In our two cases, joint lesions developed soon after HPV vaccination, suggesting that the disorders were causally related to HPV vaccination. Case 1 showed transient mono-arthropathy without any specific treatment, while case 2 followed a pattern of recurrent polyarthritis and finally required immunomodulating therapy. Thus, in the latter case, the clinical picture and treatment response closely resembled those of JIA  , although the patient lacked destructive joint lesions or systemic involvement of visceral organs. In the Japanese reports of adverse events after HPV vaccination, the incidence of arthritis was low. Thus, some physicians insist that JIA independently developed in these girls  . This possibility cannot be certainly ruled out, as JIA or rheumatoid arthritis is one of the most common forms of autoimmune arthritis, affecting approximately 0.5% - 1.0% of the general population  . In contrast, no specific diagnosis for untoward vaccine reactions has been established.
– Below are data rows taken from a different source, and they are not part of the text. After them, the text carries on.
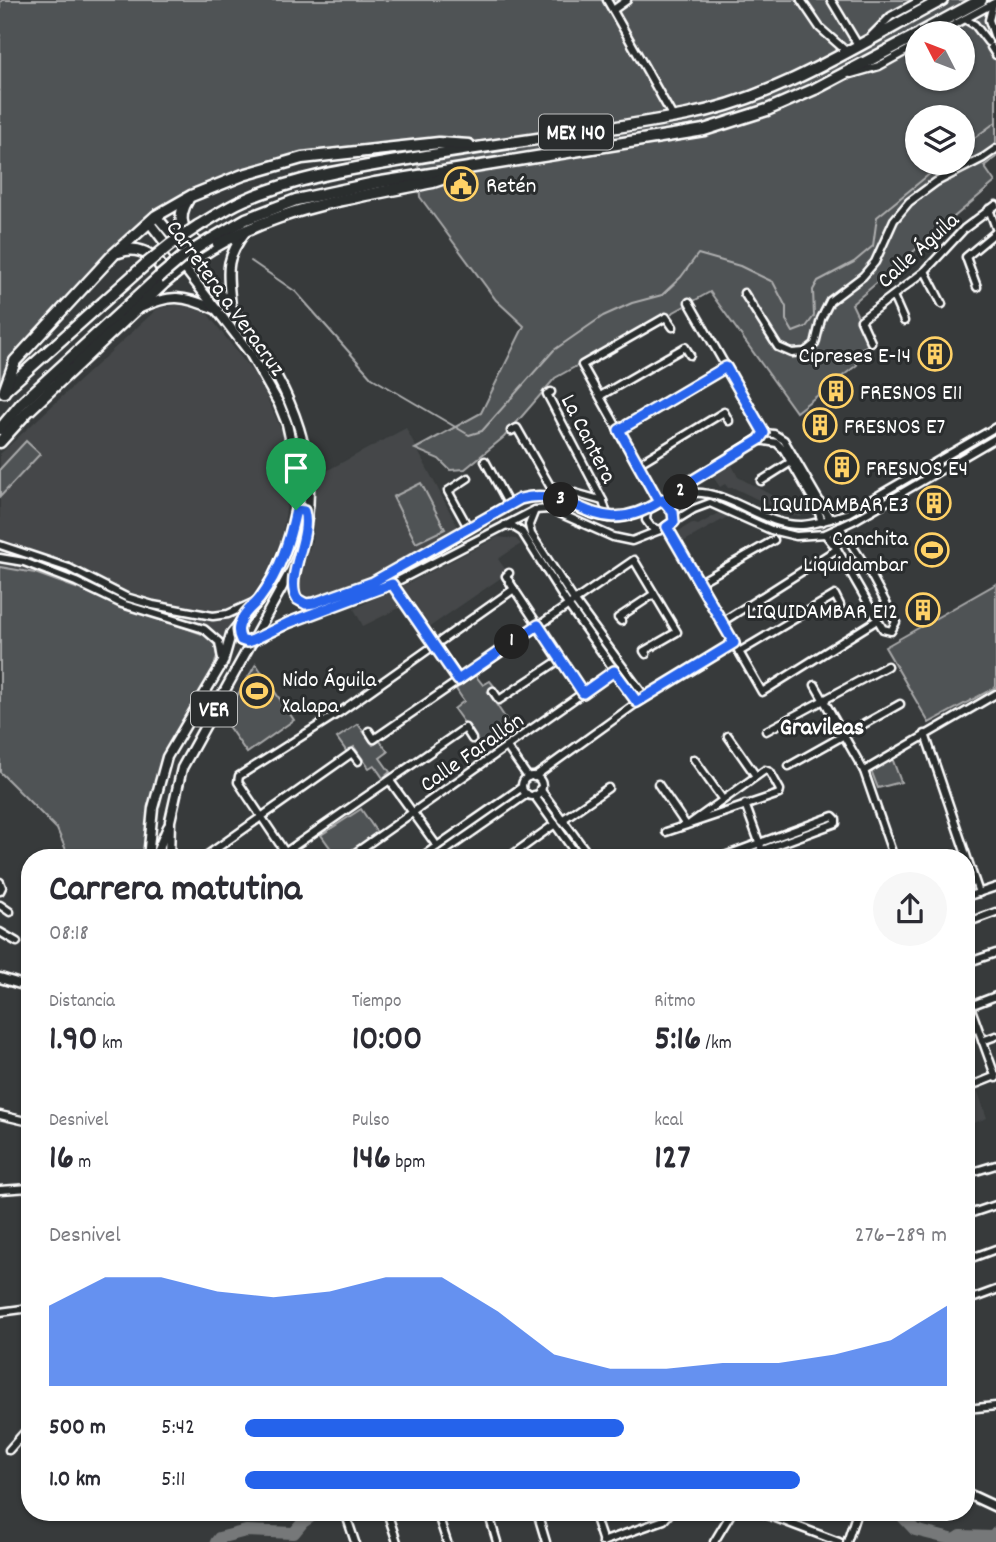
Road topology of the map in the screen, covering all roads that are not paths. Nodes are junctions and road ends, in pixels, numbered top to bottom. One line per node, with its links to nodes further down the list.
1 (607, 0): 9 (street)
2 (627, 0): 9 (street)
3 (802, 0): 17 (street)
4 (831, 0): 16 (street)
5 (920, 0): 14 (street)
6 (942, 0): 14 (highway, MEX 140)
7 (981, 0): 11 (highway, MEX 140)
8 (995, 3): 10 (street); 13 (street)
9 (613, 10): 21 (street)
10 (965, 19): 12 (street); 19 (street)
11 (942, 21)
12 (961, 21)
13 (995, 37)
14 (868, 39): 16 (highway, MEX 140)
15 (905, 41): 20 (highway, MEX 140)
16 (858, 45): 17 (highway, MEX 140)
17 (846, 51): 21 (highway, MEX 140)
18 (905, 52): 20 (street)
19 (996, 55)
20 (839, 77): 24 (highway, MEX 140)
21 (673, 117): 22 (highway, MEX 140)
22 (476, 147): 25 (highway); 49 (highway, MEX 140, bridge)
23 (996, 149): 36 (street)
24 (475, 168): 28 (highway); 34 (highway, MEX 140, bridge)
25 (191, 196): 27 (highway); 30 (highway)
26 (993, 207): 29 (street); 33 (street, Calle Águila)
27 (153, 219): 31 (highway); 32 (main road, Carretera a Veracruz)
28 (248, 229): 30 (highway); 40 (main road)
29 (996, 230): 35 (street)
30 (207, 252): 32 (highway)
31 (114, 254): 34 (highway); 49 (highway)
32 (188, 263): 34 (highway); 40 (main road, Carretera a Veracruz); 42 (main road, Carretera a Veracruz)
33 (925, 271): 37 (street, Calle Águila); 39 (street)
34 (161, 281): 41 (highway); 53 (highway, MEX 140)
35 (977, 286)
36 (744, 293)
37 (893, 296): 43 (street); 45 (street, Calle Águila)
38 (690, 302): 47 (street)
39 (942, 304)
40 (231, 307): 79 (main road, Carretera a Veracruz / VER)
41 (138, 309): 42 (main road); 59 (highway)
42 (218, 310): 70 (main road, Carretera a Veracruz / VER)
43 (904, 321)
44 (673, 327): 50 (street)
45 (871, 342)
46 (690, 355): 50 (street)
47 (726, 367): 54 (street); 56 (street)
48 (551, 392): 67 (street, La Cantera)
49 (2, 394)
50 (600, 396): 54 (street)
51 (729, 421): 62 (street)
52 (996, 427): 75 (street)
53 (0, 429)
54 (619, 430): 62 (street)
55 (511, 431): 67 (street, La Cantera)
56 (764, 433): 58 (street); 75 (street)
57 (996, 438): 80 (street)
58 (759, 440): 61 (street); 65 (street)
59 (0, 442)
60 (485, 461): 69 (street)
61 (791, 462): 64 (street); 77 (street)
62 (638, 464): 68 (street)
63 (468, 478): 82 (street)
64 (761, 481)
65 (679, 495): 68 (street); 77 (street)
66 (520, 499): 69 (street); 73 (street); 74 (street)
67 (603, 501): 74 (street, La Cantera)
68 (661, 501): 72 (street); 76 (street)
69 (509, 505): 82 (street)
70 (296, 510): 79 (main road); 97 (main road, Carretera a Veracruz / VER)
71 (535, 510): 73 (street); 81 (street); 98 (street)
72 (647, 510): 74 (street); 81 (street)
73 (520, 517): 78 (street)
74 (608, 518)
75 (830, 519): 77 (street)
76 (674, 522): 81 (street); 83 (street)
77 (822, 522)
78 (505, 525): 93 (street); 98 (street)
79 (306, 526): 87 (main road, Carretera a Veracruz / VER)
80 (840, 527): 83 (street); 86 (street); 101 (street)
81 (663, 528): 92 (street)
82 (469, 529): 90 (street)
83 (825, 534): 86 (street)
84 (774, 540): 92 (street)
85 (0, 545): 97 (street)
86 (837, 549): 101 (street); 103 (street)
87 (298, 557): 91 (street); 105 (main road, Carretera a Veracruz / VER)
88 (0, 558): 111 (street)
89 (509, 573): 94 (street)
90 (387, 575): 91 (street); 93 (street)
91 (373, 582): 95 (street)
92 (700, 582): 103 (street)
93 (392, 584): 95 (street); 107 (street)
94 (514, 589): 104 (street); 107 (street)
95 (376, 590): 105 (street)
96 (654, 594): 98 (street); 102 (street); 109 (street)
97 (259, 600): 100 (main road, Carretera a Veracruz / VER)
98 (571, 603): 104 (street); 113 (street); 120 (street)
99 (840, 605): 108 (street)
100 (244, 616): 105 (main road); 111 (main road, Carretera a Veracruz / VER)
101 (877, 620): 108 (street)
102 (621, 621)
103 (722, 622): 106 (street)
104 (538, 625): 110 (street); 114 (street)
105 (253, 640): 124 (main road, Carretera a Veracruz / VER)
106 (734, 643): 108 (street); 120 (street)
107 (435, 646): 114 (street); 147 (street)
108 (739, 652)
109 (646, 654)
110 (561, 659): 117 (street); 118 (street)
111 (223, 662): 115 (main road, Carretera a Veracruz / VER)
112 (887, 666): 122 (street)
113 (614, 671): 118 (street, Calle Farallón); 121 (street)
114 (458, 680): 125 (street)
115 (209, 685): 124 (main road); 157 (main road, Carretera a Veracruz / VER)
116 (815, 685): 122 (street)
117 (493, 691)
118 (583, 693): 131 (street, Calle Farallón)
119 (996, 694): 127 (street)
120 (645, 697): 121 (street)
121 (637, 702): 137 (street)
122 (825, 702): 126 (street); 129 (street)
123 (900, 704): 129 (street)
124 (213, 709): 149 (main road, Carretera a Veracruz / VER)
125 (369, 731)
126 (766, 731)
127 (925, 734): 135 (street); 173 (street)
128 (728, 736): 136 (street)
129 (845, 736): 134 (street); 135 (street)
130 (472, 739): 138 (street)
131 (507, 747): 137 (street); 146 (street, Calle Farallón)
132 (694, 759): 144 (street)
133 (358, 761): 147 (street)
134 (789, 766)
135 (864, 771): 172 (street)
136 (756, 776): 144 (street); 145 (street)
137 (531, 777): 140 (street); 142 (street)
138 (390, 781): 146 (street); 162 (street)
139 (658, 784): 151 (street)
140 (522, 787): 143 (street); 155 (street)
141 (608, 788): 148 (street)
142 (540, 789): 143 (street); 148 (street)
143 (531, 795): 150 (street); 165 (street)
144 (723, 800): 151 (street)
145 (746, 804): 151 (street); 156 (street)
146 (413, 813): 155 (street); 163 (street, Calle Farallón)
147 (261, 816): 160 (street); 161 (street)
148 (562, 820): 153 (street)
149 (170, 821): 158 (main road); 159 (main road, Carretera a Veracruz)
150 (555, 824): 154 (street); 166 (street)
151 (689, 824): 152 (street)
152 (666, 832)
153 (573, 836): 154 (street); 168 (street)
154 (566, 840): 167 (street)
155 (437, 846): 164 (street)
156 (761, 846): 156 (street); 169 (street); 170 (street); 171 (street)
157 (149, 849)
158 (158, 849)
159 (169, 849)
160 (215, 849)
161 (283, 849)
162 (295, 849)
163 (361, 849)
164 (433, 849)
165 (449, 849)
166 (520, 849)
167 (572, 849)
168 (584, 849)
169 (750, 849)
170 (756, 849)
171 (762, 849)
172 (891, 849)
173 (964, 849)
174 (975, 881): 178 (street)
175 (0, 882): 177 (street)
176 (996, 887): 178 (street)
177 (0, 891)
178 (979, 893): 179 (street)
179 (975, 894)
180 (0, 905): 181 (street)
181 (10, 912)
182 (996, 912): 183 (street)
183 (975, 920)
184 (0, 932): 185 (street)
185 (16, 942)
186 (996, 953): 187 (street)
187 (975, 960)
188 (0, 978): 189 (main road)
189 (21, 984)
190 (996, 996): 191 (street)
191 (975, 1004)
192 (975, 1021): 194 (street)
193 (996, 1036): 194 (street)
194 (982, 1041): 195 (street)
195 (996, 1077): 196 (street)
196 (975, 1084)
197 (0, 1115): 198 (street)
198 (21, 1120)
199 (996, 1166): 200 (street)
200 (975, 1172)
201 (21, 1189): 202 (street)
202 (0, 1190)
203 (996, 1206): 204 (street)
204 (975, 1213)
205 (996, 1249): 206 (street)
206 (975, 1257)
207 (996, 1290): 208 (street)
208 (975, 1298)
209 (21, 1309): 210 (street)
210 (0, 1311)
211 (996, 1406): 212 (street)
212 (975, 1408)
213 (21, 1436): 214 (street)
214 (9, 1450)
215 (975, 1497): 216 (main road)
216 (996, 1507)
217 (348, 1521): 228 (street)
218 (390, 1521): 229 (street)
219 (440, 1521): 230 (street)
220 (491, 1521): 231 (street)
221 (540, 1521): 232 (street)
222 (596, 1521): 233 (street)
223 (661, 1521): 233 (street)
224 (727, 1521): 227 (street)
225 (784, 1521): 234 (street)
226 (854, 1521): 235 (street)
227 (717, 1541)
228 (355, 1542)
229 (397, 1542)
230 (447, 1542)
231 (497, 1542)
232 (546, 1542)
233 (603, 1542)
234 (839, 1542)
235 (847, 1542)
The HLA genotype obtained from case 2 seemed not determinative of the final diagnosis. We therefore surmise that a significant number of cases with this disorder were misdiagnosed as having CRPS-I, fibromyalgia, or psychogenic pain  . The pathogenic mechanism of the occurrence of serious adverse reactions, including dysautonomia, after HPV vaccination remains unclear  . Nevertheless, to respond practically, clinicians should be aware of the possible association between HPV vaccination and the development of arthropathy or arthritis. To our knowledge, this is the first report describing the details of joint lesions that developed after HPV vaccination.
HPV vaccination may occasionally induce true joint lesions.
This work was supported by a Health and Labour Science Research Grant on Intractable Diseases (Pathogenesis and Diagnostic Accuracy of Neuropathic Pain, 23170301 to S.I.) from the Ministry of Public Health, Labour and Welfare, Japan.